:: EXERCISE PROMPT ::
Two lines in the listing below mark the span: one contains "Write the network" and one contains "Road topology of". Reproduce both of them and everything between, exactly.

>>

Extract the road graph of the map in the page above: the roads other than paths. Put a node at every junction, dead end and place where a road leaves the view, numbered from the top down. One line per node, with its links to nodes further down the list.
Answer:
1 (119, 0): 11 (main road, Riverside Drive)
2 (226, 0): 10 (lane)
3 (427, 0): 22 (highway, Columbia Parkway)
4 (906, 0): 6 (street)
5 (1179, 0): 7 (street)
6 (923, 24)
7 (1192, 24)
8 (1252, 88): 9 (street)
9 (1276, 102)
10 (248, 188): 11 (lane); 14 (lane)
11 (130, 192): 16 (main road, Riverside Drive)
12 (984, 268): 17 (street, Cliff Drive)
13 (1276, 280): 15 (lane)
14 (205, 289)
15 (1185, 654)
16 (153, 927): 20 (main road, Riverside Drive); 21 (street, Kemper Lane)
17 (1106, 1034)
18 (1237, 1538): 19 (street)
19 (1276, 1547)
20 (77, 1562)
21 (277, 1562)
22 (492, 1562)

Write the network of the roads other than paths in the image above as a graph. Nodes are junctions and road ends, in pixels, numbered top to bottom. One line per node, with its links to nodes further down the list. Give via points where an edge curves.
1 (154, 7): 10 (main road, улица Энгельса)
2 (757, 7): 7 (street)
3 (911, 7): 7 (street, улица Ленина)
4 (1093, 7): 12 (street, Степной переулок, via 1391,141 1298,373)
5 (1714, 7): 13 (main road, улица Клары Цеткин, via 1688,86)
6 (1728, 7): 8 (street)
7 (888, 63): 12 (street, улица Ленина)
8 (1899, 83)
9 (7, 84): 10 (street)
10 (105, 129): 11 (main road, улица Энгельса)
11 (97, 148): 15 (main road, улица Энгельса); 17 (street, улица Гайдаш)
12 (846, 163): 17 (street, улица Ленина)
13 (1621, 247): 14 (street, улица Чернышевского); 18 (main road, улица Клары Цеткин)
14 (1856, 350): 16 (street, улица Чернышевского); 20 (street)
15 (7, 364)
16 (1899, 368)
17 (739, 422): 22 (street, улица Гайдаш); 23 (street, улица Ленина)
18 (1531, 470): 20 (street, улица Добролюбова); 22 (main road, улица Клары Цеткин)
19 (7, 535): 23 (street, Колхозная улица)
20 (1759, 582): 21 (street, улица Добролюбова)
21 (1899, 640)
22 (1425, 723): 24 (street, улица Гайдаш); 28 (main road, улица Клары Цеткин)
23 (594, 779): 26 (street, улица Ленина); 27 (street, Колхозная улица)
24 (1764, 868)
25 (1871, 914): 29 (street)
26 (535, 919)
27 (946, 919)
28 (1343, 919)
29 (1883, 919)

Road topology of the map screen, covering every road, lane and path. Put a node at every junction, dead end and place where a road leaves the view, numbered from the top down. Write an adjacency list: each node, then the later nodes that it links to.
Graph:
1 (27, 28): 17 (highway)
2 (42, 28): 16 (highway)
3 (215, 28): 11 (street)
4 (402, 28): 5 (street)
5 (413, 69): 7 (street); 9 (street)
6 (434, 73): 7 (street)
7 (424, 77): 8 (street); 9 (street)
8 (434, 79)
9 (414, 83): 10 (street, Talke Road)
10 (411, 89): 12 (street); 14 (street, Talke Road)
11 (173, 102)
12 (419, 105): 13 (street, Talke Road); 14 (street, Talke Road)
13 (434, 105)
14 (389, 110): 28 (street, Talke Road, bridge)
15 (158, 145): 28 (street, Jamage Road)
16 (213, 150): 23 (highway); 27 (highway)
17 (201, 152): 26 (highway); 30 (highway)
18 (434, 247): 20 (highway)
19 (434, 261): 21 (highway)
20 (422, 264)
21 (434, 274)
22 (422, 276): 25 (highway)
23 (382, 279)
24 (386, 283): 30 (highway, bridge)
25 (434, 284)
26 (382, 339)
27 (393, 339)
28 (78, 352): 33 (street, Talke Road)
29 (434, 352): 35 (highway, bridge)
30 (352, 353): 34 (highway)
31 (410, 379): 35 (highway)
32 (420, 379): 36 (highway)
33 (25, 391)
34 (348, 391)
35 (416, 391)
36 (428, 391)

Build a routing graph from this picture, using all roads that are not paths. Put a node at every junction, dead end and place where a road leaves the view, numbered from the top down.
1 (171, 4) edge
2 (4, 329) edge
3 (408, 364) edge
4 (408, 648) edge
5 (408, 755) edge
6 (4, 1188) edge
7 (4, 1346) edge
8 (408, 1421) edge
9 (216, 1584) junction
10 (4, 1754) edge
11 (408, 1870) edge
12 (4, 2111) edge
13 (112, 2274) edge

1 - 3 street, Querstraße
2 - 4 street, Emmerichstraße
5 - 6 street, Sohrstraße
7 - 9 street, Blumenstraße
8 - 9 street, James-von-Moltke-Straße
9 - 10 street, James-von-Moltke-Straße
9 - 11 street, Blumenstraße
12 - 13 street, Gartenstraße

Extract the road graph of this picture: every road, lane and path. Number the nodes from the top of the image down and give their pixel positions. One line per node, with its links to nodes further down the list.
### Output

<<

:: ANSWER TO THE PROBLEM ::
Write the network of the roads other than paths in the image above as a graph. Nodes are junctions and road ends, in pixels, numbered top to bottom. One line per node, with its links to nodes further down the list. Give via points where an edge curves.
1 (154, 7): 10 (main road, улица Энгельса)
2 (757, 7): 7 (street)
3 (911, 7): 7 (street, улица Ленина)
4 (1093, 7): 12 (street, Степной переулок, via 1391,141 1298,373)
5 (1714, 7): 13 (main road, улица Клары Цеткин, via 1688,86)
6 (1728, 7): 8 (street)
7 (888, 63): 12 (street, улица Ленина)
8 (1899, 83)
9 (7, 84): 10 (street)
10 (105, 129): 11 (main road, улица Энгельса)
11 (97, 148): 15 (main road, улица Энгельса); 17 (street, улица Гайдаш)
12 (846, 163): 17 (street, улица Ленина)
13 (1621, 247): 14 (street, улица Чернышевского); 18 (main road, улица Клары Цеткин)
14 (1856, 350): 16 (street, улица Чернышевского); 20 (street)
15 (7, 364)
16 (1899, 368)
17 (739, 422): 22 (street, улица Гайдаш); 23 (street, улица Ленина)
18 (1531, 470): 20 (street, улица Добролюбова); 22 (main road, улица Клары Цеткин)
19 (7, 535): 23 (street, Колхозная улица)
20 (1759, 582): 21 (street, улица Добролюбова)
21 (1899, 640)
22 (1425, 723): 24 (street, улица Гайдаш); 28 (main road, улица Клары Цеткин)
23 (594, 779): 26 (street, улица Ленина); 27 (street, Колхозная улица)
24 (1764, 868)
25 (1871, 914): 29 (street)
26 (535, 919)
27 (946, 919)
28 (1343, 919)
29 (1883, 919)

Road topology of the map screen, covering every road, lane and path. Put a node at every junction, dead end and place where a road leaves the view, numbered from the top down. Write an adjacency list: each node, then the later nodes that it links to.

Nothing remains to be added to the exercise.